=== Dataset excerpts ===
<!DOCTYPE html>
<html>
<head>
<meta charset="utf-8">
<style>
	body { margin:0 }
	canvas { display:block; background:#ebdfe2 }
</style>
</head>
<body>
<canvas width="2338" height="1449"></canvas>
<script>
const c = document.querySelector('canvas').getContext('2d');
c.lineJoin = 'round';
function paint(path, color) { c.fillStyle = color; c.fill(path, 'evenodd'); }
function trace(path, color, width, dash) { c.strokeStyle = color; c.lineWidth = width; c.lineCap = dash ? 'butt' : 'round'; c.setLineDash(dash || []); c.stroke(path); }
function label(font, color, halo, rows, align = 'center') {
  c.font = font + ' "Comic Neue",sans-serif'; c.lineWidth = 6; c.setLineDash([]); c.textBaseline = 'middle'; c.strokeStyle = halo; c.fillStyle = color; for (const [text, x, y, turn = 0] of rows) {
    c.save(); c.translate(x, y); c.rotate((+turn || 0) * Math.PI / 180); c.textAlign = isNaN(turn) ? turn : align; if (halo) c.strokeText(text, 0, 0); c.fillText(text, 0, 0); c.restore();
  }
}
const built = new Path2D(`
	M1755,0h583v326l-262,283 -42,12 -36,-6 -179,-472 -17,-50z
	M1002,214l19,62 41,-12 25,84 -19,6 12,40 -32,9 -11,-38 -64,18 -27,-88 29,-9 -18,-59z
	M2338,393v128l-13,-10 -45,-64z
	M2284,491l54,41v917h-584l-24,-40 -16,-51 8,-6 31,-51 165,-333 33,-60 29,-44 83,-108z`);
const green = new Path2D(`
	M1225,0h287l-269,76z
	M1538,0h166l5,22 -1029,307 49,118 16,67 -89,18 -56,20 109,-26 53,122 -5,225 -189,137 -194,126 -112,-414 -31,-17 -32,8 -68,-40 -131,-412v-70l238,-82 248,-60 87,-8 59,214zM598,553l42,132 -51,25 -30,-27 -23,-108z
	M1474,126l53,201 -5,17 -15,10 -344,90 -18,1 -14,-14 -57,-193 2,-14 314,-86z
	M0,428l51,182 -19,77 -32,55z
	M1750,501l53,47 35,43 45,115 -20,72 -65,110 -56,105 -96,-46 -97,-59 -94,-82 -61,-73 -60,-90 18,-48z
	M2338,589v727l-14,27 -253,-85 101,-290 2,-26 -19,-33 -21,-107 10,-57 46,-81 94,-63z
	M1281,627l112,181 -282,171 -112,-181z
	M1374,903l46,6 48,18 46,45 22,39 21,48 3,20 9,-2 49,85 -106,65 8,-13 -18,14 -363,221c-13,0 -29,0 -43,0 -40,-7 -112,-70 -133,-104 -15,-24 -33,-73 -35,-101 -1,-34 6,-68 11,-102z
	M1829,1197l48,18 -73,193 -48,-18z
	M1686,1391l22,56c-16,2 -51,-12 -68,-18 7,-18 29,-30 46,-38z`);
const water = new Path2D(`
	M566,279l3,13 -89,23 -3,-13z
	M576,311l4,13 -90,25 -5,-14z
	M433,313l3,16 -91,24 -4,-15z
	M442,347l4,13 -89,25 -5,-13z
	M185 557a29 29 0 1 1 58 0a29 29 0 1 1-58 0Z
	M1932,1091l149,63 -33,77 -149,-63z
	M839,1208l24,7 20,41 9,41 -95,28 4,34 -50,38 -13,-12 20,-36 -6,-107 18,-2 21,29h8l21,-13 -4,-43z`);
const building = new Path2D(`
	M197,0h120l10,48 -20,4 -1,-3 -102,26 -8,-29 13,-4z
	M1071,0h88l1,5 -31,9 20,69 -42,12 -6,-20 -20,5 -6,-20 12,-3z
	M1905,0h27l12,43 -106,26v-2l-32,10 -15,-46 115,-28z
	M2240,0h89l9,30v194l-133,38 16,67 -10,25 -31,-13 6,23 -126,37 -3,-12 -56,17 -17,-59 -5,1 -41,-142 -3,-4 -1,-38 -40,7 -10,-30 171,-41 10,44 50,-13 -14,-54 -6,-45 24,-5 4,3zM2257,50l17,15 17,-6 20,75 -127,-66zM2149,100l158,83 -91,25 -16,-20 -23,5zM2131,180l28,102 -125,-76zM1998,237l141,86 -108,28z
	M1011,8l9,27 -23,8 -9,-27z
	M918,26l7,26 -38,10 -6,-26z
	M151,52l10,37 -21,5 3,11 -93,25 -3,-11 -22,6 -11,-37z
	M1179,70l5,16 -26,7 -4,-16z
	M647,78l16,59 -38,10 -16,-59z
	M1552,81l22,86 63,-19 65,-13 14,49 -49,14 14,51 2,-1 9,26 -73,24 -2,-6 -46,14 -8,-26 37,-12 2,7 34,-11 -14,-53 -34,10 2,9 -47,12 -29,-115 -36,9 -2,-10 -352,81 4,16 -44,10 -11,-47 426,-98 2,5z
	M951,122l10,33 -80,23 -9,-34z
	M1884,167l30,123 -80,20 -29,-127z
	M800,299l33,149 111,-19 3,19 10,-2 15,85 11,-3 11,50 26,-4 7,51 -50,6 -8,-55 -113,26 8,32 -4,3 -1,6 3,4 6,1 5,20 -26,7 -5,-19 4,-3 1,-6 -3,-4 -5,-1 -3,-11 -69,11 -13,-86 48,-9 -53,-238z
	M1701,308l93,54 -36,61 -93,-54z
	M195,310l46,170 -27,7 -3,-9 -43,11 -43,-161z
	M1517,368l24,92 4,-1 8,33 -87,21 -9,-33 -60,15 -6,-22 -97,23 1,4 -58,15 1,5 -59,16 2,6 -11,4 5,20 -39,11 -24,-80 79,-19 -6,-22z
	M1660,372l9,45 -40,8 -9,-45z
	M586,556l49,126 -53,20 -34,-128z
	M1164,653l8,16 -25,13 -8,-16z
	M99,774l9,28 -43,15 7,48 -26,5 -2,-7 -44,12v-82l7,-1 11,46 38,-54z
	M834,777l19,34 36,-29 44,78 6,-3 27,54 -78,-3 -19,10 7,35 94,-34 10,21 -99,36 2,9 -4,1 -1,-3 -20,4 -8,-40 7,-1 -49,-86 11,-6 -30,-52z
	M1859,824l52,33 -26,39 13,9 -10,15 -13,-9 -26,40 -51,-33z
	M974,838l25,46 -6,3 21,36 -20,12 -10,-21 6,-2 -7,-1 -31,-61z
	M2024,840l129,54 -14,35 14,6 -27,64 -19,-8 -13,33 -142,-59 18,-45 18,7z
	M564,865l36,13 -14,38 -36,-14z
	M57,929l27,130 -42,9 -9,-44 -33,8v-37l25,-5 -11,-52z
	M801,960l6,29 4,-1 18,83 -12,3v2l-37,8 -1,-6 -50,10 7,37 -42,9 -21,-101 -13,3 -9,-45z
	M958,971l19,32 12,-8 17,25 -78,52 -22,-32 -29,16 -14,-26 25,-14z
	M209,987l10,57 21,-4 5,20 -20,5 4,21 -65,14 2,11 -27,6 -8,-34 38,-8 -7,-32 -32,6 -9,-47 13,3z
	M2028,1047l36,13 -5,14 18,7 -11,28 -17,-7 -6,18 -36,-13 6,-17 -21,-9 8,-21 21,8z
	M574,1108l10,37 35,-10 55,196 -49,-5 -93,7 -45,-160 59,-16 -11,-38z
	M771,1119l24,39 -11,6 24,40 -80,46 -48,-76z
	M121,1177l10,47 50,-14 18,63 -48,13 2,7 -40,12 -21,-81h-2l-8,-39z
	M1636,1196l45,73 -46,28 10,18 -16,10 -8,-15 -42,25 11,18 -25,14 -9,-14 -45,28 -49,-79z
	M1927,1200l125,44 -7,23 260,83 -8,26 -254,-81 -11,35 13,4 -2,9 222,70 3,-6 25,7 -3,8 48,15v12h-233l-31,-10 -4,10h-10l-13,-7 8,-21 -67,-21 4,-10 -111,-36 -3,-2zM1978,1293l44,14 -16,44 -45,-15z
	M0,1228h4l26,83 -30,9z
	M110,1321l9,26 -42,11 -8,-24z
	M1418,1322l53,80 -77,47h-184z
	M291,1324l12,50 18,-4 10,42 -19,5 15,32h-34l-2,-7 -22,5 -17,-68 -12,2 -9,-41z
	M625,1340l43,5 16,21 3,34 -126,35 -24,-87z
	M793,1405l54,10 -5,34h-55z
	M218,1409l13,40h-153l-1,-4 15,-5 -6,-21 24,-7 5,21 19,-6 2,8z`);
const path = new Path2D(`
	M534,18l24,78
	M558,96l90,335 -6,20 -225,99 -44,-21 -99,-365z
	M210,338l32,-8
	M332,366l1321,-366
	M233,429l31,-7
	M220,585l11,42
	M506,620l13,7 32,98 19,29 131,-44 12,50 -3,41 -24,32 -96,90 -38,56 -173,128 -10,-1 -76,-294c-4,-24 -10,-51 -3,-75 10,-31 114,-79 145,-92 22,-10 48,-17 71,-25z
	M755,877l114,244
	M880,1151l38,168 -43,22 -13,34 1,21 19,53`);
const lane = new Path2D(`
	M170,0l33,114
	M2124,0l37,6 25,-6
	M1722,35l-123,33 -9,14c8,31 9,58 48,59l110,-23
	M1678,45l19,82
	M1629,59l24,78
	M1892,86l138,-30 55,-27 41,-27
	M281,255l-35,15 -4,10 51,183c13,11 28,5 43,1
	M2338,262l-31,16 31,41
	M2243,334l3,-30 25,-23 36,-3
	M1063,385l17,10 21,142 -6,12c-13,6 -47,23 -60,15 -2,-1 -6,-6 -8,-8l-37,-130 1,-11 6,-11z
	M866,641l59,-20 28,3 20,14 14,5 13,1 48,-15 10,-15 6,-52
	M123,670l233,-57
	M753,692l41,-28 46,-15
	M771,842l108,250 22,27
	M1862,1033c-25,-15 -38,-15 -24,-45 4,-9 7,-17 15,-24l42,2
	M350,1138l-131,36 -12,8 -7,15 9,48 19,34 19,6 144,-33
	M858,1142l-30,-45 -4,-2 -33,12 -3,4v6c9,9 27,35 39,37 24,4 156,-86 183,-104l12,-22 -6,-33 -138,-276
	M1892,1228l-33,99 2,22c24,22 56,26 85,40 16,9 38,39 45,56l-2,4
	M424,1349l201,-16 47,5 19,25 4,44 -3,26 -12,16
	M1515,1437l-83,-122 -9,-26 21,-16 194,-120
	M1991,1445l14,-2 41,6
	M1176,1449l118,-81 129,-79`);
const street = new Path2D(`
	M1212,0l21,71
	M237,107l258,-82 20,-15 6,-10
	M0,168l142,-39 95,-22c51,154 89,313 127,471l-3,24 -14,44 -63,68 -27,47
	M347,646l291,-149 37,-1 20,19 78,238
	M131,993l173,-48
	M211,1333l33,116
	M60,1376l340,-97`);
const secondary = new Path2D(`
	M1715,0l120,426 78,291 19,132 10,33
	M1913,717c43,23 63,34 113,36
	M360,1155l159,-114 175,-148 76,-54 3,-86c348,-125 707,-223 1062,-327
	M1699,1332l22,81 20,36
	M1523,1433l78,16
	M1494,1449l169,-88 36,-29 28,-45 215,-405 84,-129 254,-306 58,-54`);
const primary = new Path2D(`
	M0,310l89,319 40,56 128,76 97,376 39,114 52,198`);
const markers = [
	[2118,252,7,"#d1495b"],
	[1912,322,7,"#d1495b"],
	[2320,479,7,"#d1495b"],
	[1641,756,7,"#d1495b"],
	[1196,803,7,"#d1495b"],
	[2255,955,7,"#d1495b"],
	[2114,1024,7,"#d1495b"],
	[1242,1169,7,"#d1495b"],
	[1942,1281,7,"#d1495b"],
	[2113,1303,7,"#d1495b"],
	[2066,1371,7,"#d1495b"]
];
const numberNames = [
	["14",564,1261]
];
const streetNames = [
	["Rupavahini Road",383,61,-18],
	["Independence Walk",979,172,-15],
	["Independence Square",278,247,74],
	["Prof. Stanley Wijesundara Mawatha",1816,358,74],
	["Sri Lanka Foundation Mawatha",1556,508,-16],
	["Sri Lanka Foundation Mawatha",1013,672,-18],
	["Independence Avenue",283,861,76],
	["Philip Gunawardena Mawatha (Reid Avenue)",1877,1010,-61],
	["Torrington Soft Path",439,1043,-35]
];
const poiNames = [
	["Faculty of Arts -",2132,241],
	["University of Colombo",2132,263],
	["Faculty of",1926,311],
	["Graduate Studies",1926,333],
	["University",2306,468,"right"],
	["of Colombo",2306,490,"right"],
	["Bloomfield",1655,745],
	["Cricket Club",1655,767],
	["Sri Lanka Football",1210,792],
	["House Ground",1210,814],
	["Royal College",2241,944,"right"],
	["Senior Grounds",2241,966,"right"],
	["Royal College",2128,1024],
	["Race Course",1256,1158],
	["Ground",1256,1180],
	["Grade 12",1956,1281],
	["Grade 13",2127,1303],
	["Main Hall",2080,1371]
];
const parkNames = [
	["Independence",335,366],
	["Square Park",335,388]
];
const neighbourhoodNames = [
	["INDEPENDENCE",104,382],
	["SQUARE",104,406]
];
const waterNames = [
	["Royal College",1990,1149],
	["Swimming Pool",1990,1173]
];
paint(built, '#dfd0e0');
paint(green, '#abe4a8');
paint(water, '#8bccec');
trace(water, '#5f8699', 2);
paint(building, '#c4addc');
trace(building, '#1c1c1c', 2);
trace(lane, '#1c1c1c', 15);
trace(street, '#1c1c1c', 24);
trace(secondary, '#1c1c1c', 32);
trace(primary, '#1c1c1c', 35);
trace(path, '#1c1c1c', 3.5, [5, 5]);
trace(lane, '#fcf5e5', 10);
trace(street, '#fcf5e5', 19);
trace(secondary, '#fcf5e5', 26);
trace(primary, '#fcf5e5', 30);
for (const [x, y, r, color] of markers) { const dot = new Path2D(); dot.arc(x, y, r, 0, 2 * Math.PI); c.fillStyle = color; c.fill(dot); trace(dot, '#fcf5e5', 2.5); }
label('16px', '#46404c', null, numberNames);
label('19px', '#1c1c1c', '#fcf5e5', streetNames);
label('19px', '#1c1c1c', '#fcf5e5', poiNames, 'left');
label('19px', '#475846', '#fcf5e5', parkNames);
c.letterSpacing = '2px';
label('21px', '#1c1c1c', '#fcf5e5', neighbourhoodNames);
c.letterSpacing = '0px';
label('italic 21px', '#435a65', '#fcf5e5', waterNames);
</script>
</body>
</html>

=== What you will do ===
In the data above, find the line with "function trace(path, color, width, dash)" and the line with "c.font = font". Retype both, plus every line between them, exactly.

=== Task answer ===
function trace(path, color, width, dash) { c.strokeStyle = color; c.lineWidth = width; c.lineCap = dash ? 'butt' : 'round'; c.setLineDash(dash || []); c.stroke(path); }
function label(font, color, halo, rows, align = 'center') {
  c.font = font + ' "Comic Neue",sans-serif'; c.lineWidth = 6; c.setLineDash([]); c.textBaseline = 'middle'; c.strokeStyle = halo; c.fillStyle = color; for (const [text, x, y, turn = 0] of rows) {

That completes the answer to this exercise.